En outre, pour que les sols retiennent mieux l’humidité, il est possible de les couvrir à l’aide de paillis ou de les enherber par des légumineuses de grande taille qui se couchent au milieu de l’été, formant un tapis de verdure qui protège les sols de la sècheresse. Le concept «Groasis Waterboxx » est la preuve que des systèmes d’une simplicité déconcertante peuvent dégager de grandes économies. Ces modules circulaires en plastique sont fixés aux jeunes arbres et arbustes lors de la création de zones de compensation écologique dans la viticulture et conduisent l’eau de pluie et de condensation au pied de la plante, ce qui évite toute irrigation artificielle. Des recherches sont en cours pour savoir si des systèmes semblables peuvent être adaptés aux nouvelles plantations de vignes. Aujourd’hui déjà, la production d’un litre de vin nécessite à peine plus d’eau que celle d’un litre de lait ou de jus d’orange. Une gestion stricte de l’eau dans les cultures pourrait permettre de réduire à moyen terme le besoin en eau au niveau de l’élaboration de la bière qui, avec 300 litres d’eau utilisés par litre de bière produit, est la boisson alcoolisée la plus économe en eau. C’est le thé (si on oublie l’eau pure), qui détient le meilleur bilan toutes catégories.

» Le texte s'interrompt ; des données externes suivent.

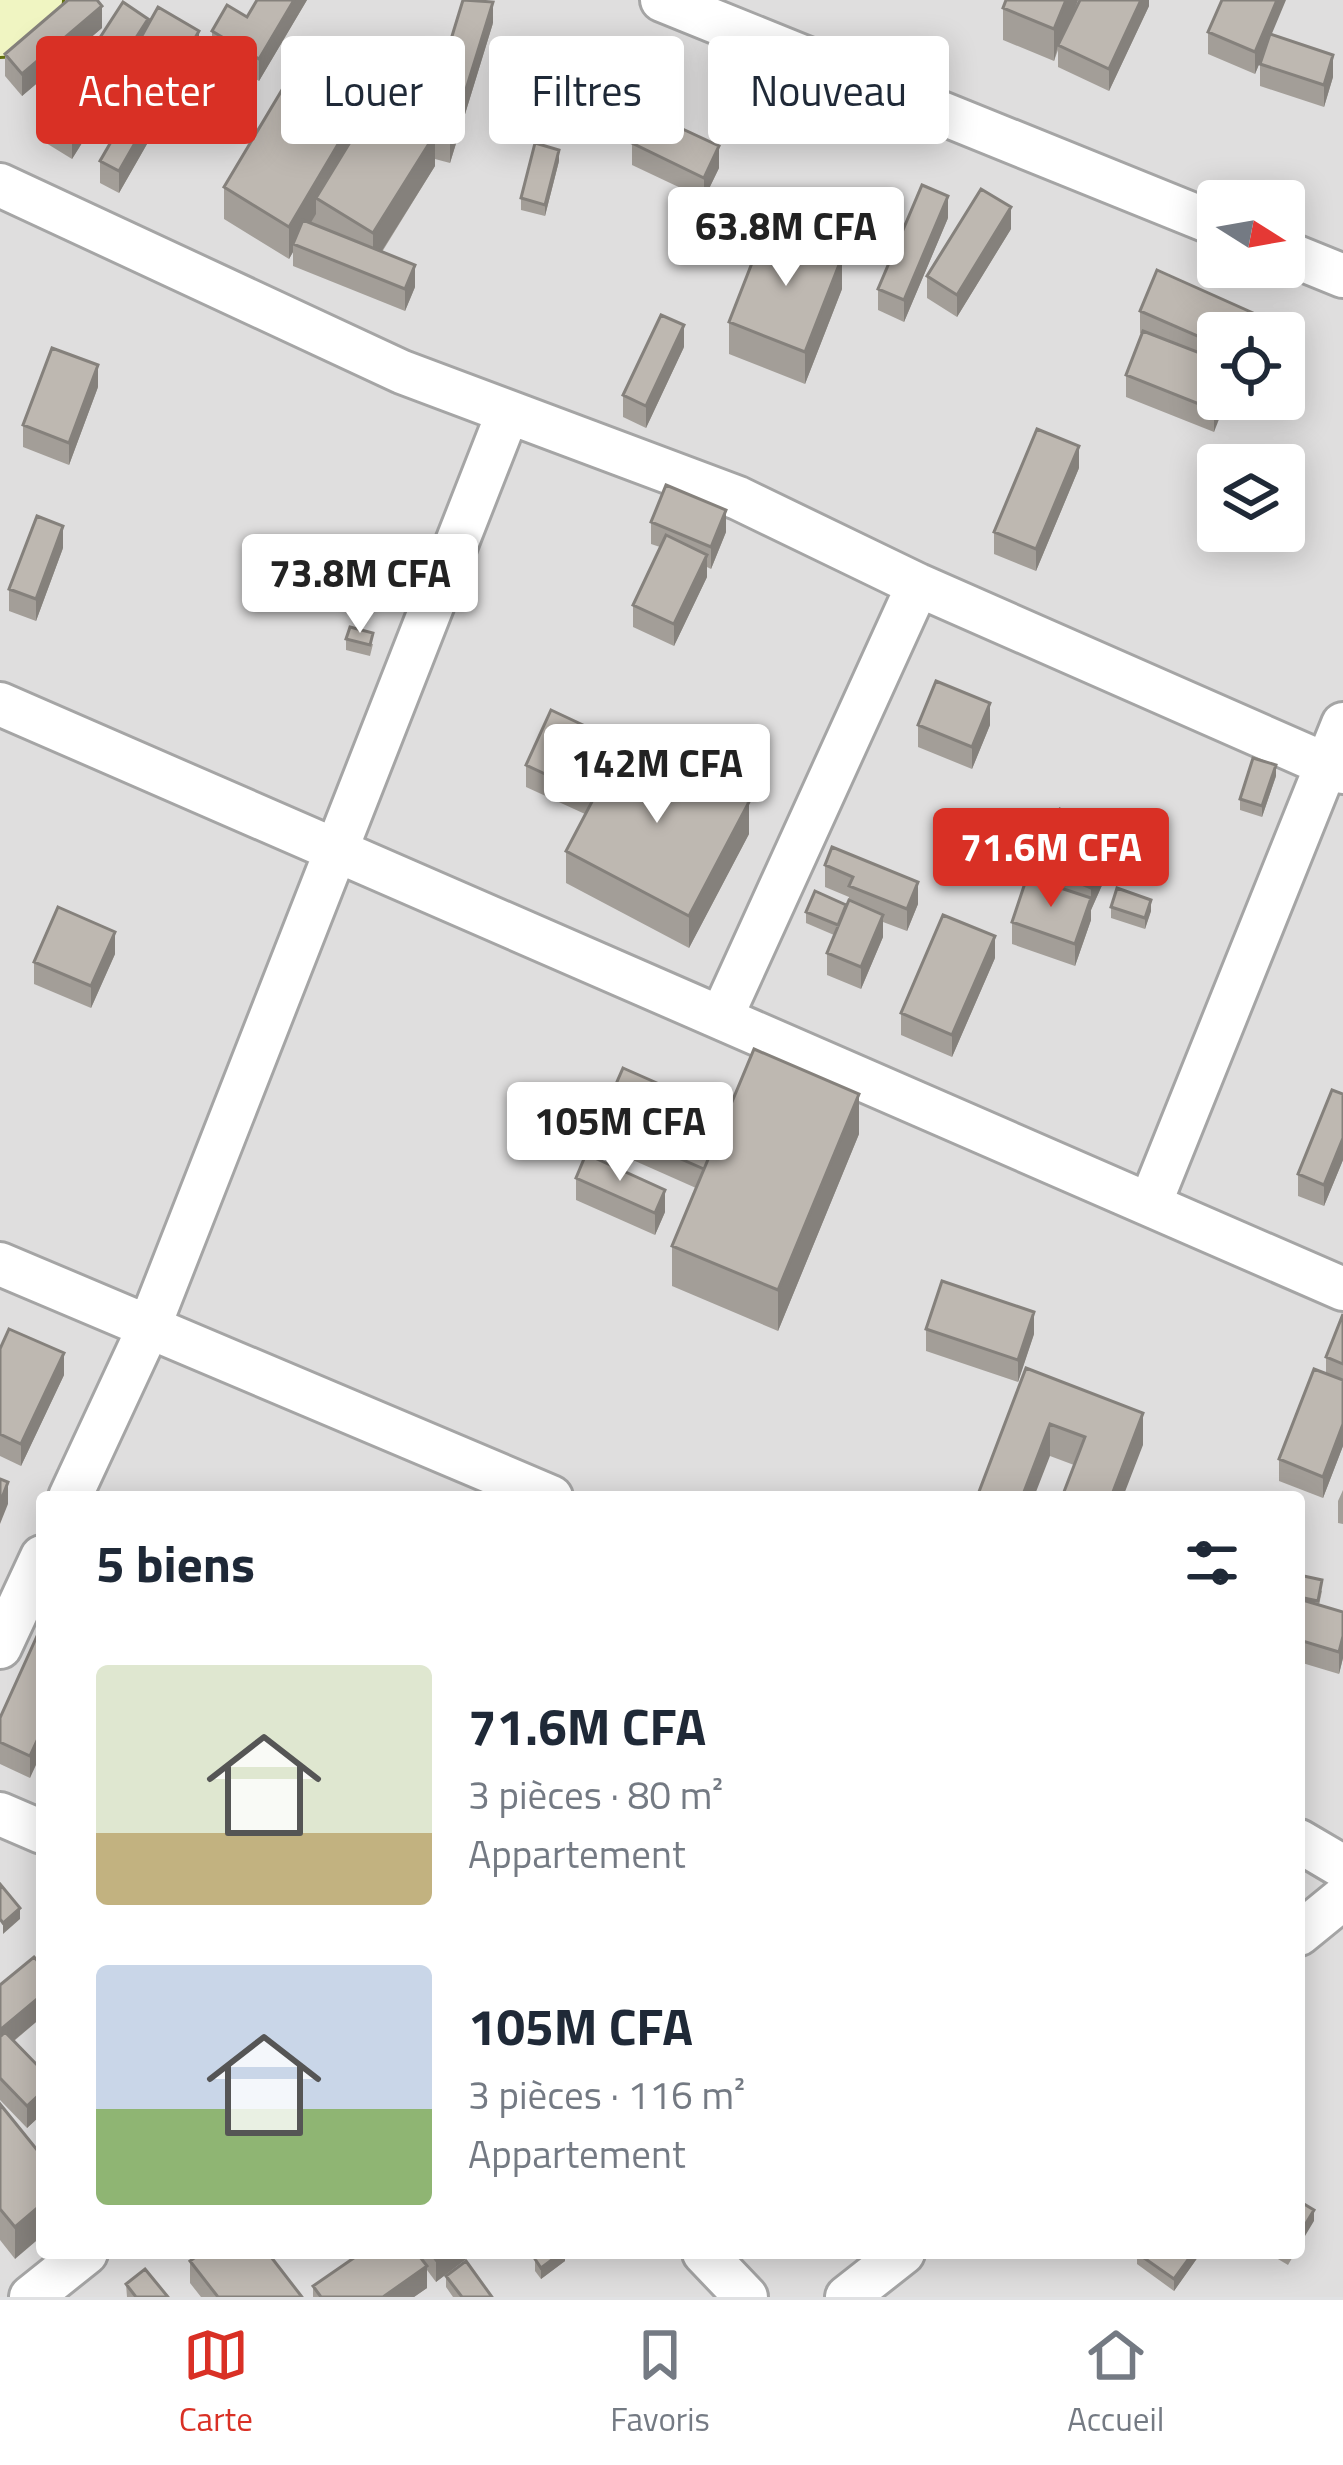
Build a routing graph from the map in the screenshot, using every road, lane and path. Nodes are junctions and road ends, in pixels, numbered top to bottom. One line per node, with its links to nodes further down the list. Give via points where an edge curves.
1 (32, 0): 3 (street)
2 (662, 0): 5 (street)
3 (0, 26)
4 (0, 185): 8 (street)
5 (1197, 217)
6 (1305, 261): 7 (street)
7 (1343, 276)
8 (507, 415): 9 (street, via 738,498); 13 (street)
9 (918, 584): 12 (street); 14 (street)
10 (0, 704): 13 (street)
11 (1343, 724): 12 (street)
12 (1334, 769): 15 (street)
13 (338, 852): 14 (street); 18 (street)
14 (721, 1018): 15 (street)
15 (1150, 1204): 17 (street)
16 (0, 1264): 18 (street)
17 (1343, 1289)
18 (149, 1327): 19 (street); 20 (street)
19 (73, 1491)
20 (537, 1491)
21 (36, 1570): 22 (street)
22 (0, 1647)
23 (0, 1814): 24 (street)
24 (36, 1829)
25 (1305, 1845): 26 (street)
26 (1343, 1867)
27 (1343, 1898): 28 (street)
28 (1305, 1929)
29 (78, 2259): 32 (street)
30 (710, 2259): 33 (street)
31 (895, 2259): 34 (street)
32 (31, 2297)
33 (746, 2297)
34 (847, 2297)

Création de zones de rétention

Des études montrent que même les régions sèches du sud de l’Europe, de Californie ou d’Australie auraient en principe assez d’eau de pluie pour garantir la qualité des vins produits. Le problème tient au fait que la pluie tombe souvent par vagues en dehors du cycle de végétation. Les sols asséchés ne parviennent pas à retenir cette eau, qui s’écoule et provoque des dégâts plus graves encore sous forme d’inondations. Le concept de «paysages de rétention d’eau», selon les hypothèses de l’agriculteur autrichien Sepp Holzer, s’appuie sur l’idée de laisser couler l’eau de source et d’utiliser l’eau de pluie pour faire revenir la vie dans les régions semi-désertiques et promouvoir une agriculture durable.

En Californie et dans le sud de l’Espagne, la guerre du partage de l’eau bat son plein. Chacun se renvoie la balle et personne ne propose de solutions.

Ce concept est mis en œuvre avec succès depuis 2007 sur les 134 hectares de l’exploitation pilote de Tamera dans le sud de l’Alentejo. La première étape consiste à aménager des lacs et des étangs en marge des zones à irriguer pour recueillir l’eau de pluie. Ces bassins naturels ne sont pas enduits de béton ou de résine, ce qui permet à l’eau de pénétrer peu à peu dans le sol. Après dix ans d’aménagement, Tamera retrouve les prémisses d’une forêt mixte qui off re de l’ombre aux sols et les protègent de la sècheresse. En parallèle, la biodiversité a connu une forte expansion. La création de vignobles dans ces paysages de rétention d’eau, qui contribuent à faire reculer la formation de déserts et à freiner l’assèchement des sols, ainsi que le développement de l’irrigation au goutte-àgoutte en circuit fermé pourraient être les clés d’une viticulture écologique durable dans toutes les régions souffrant de la sécheresse.